When you take just a minute a day to focus on your breathing, it’s incredible to experience the difference in how you feel.
These calming mind-body exercises help you focus on your breath and body so you can lower stress. They’re low-impact and low cardio exercises.
19. Do nothing
Take time to do nothing. It’s been a long year. You deserve some “free” time.
Detach from technology, the hustle and bustle, and worries of yesterday. Do nothing.
It’s the hardest thing to do, yet provides the fuel you need to refill your cup.
Don’t fill it with an endless To-Do list. Instead, do nothing.
20. Focus on the present
Focus on the present with mindfulness.
Put the past into perspective because you can’t change what happened.
Focus on where you are today, how you feel, and how you can improve your life and that of others.
Find the joy in today even if it’s not exactly how you envisioned the holiday season.

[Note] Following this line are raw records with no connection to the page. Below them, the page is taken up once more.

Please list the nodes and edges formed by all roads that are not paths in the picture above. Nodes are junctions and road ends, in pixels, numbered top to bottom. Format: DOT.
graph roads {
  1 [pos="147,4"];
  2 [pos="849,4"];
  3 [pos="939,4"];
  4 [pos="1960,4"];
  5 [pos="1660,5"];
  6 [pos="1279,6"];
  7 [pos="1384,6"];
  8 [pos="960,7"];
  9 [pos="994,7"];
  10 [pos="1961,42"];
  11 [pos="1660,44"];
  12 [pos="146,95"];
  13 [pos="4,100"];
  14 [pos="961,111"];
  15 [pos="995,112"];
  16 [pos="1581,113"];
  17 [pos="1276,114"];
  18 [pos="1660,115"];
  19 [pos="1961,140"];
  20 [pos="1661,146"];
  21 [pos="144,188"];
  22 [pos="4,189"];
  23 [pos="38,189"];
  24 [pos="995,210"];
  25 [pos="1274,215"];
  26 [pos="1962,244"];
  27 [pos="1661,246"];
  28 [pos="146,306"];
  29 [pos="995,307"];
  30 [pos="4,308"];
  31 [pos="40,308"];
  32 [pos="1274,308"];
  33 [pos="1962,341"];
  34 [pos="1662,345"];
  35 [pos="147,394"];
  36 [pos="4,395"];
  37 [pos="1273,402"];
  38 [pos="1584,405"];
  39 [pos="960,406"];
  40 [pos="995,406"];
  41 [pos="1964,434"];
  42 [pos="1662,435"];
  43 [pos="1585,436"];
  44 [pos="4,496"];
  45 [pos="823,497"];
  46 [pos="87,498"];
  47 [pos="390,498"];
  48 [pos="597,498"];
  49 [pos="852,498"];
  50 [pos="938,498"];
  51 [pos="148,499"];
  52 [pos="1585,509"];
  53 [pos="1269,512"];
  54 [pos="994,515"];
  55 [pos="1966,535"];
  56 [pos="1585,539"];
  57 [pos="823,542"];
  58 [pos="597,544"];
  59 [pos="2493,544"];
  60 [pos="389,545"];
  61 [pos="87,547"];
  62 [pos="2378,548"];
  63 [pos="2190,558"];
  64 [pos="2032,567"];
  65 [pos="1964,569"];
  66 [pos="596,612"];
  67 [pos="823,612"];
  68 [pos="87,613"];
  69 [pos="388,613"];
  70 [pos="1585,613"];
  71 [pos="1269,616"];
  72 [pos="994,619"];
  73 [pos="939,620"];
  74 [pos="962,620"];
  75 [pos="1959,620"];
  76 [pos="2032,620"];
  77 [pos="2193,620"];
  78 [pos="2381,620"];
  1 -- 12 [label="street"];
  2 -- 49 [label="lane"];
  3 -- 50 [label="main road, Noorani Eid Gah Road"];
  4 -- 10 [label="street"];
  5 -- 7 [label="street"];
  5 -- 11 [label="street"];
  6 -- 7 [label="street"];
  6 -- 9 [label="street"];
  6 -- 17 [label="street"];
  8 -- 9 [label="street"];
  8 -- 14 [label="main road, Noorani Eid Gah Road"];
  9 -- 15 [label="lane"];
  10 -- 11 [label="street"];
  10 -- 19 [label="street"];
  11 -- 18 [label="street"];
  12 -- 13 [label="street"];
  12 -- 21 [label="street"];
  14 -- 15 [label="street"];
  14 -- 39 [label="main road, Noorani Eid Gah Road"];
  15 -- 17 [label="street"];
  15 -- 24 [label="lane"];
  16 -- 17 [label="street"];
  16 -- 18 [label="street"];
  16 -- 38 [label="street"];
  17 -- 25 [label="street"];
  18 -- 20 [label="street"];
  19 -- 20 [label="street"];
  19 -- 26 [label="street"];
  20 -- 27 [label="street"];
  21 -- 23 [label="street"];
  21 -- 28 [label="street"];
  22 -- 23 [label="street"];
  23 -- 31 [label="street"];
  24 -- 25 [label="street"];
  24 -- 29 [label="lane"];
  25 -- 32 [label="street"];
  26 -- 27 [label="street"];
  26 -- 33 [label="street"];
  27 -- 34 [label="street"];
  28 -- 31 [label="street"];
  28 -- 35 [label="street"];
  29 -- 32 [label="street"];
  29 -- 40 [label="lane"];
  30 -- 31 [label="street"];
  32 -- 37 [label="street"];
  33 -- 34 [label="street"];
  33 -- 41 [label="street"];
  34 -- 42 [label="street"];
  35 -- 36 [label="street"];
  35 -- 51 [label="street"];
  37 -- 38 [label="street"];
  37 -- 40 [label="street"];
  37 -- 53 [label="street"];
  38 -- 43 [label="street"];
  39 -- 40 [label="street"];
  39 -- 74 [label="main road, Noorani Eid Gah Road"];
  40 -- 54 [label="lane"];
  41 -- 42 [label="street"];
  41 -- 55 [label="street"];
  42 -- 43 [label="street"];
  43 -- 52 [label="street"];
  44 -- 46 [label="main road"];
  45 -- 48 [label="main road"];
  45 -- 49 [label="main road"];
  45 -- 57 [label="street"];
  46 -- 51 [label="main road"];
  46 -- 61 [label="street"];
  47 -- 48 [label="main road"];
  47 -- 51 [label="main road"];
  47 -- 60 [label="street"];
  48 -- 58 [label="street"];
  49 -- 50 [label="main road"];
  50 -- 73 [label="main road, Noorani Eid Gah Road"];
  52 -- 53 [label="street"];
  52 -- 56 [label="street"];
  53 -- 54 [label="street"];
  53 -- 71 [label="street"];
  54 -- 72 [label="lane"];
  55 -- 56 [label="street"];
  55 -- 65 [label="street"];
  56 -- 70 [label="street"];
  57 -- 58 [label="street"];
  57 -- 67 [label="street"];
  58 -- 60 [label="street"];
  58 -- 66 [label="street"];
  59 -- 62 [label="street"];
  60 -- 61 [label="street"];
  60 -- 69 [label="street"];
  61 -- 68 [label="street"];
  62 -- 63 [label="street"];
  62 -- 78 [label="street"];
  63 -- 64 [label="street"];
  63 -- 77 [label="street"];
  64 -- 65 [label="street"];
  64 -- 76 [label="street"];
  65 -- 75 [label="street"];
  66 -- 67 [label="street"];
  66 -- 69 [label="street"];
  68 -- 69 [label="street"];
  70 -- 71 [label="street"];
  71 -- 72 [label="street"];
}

“If you feel lost, disappointed, hesitant, or weak, return to yourself, to who you are, here and now and when you get there, you will discover yourself, like a lotus flower in full bloom, even in a muddy pond, beautiful and strong.”
~ Masaru Emoto
(Personal Insight MD, LLC, PeopleTweaker, and Insight MD does not provide medical advice, diagnosis, or treatment. If you are feeling extreme anger with thoughts and actions harmful to yourself or others such as physical/verbal abuse or acts of violence, find yourself self-medicating with alcohol, illicit drugs, etc., expressing your anger in such a way that threaten relationships or your job, etc. seek professional help immediately and call 911 if necessary if you find yourself in an out-of-control situation or have the urge to hurt yourself or others.)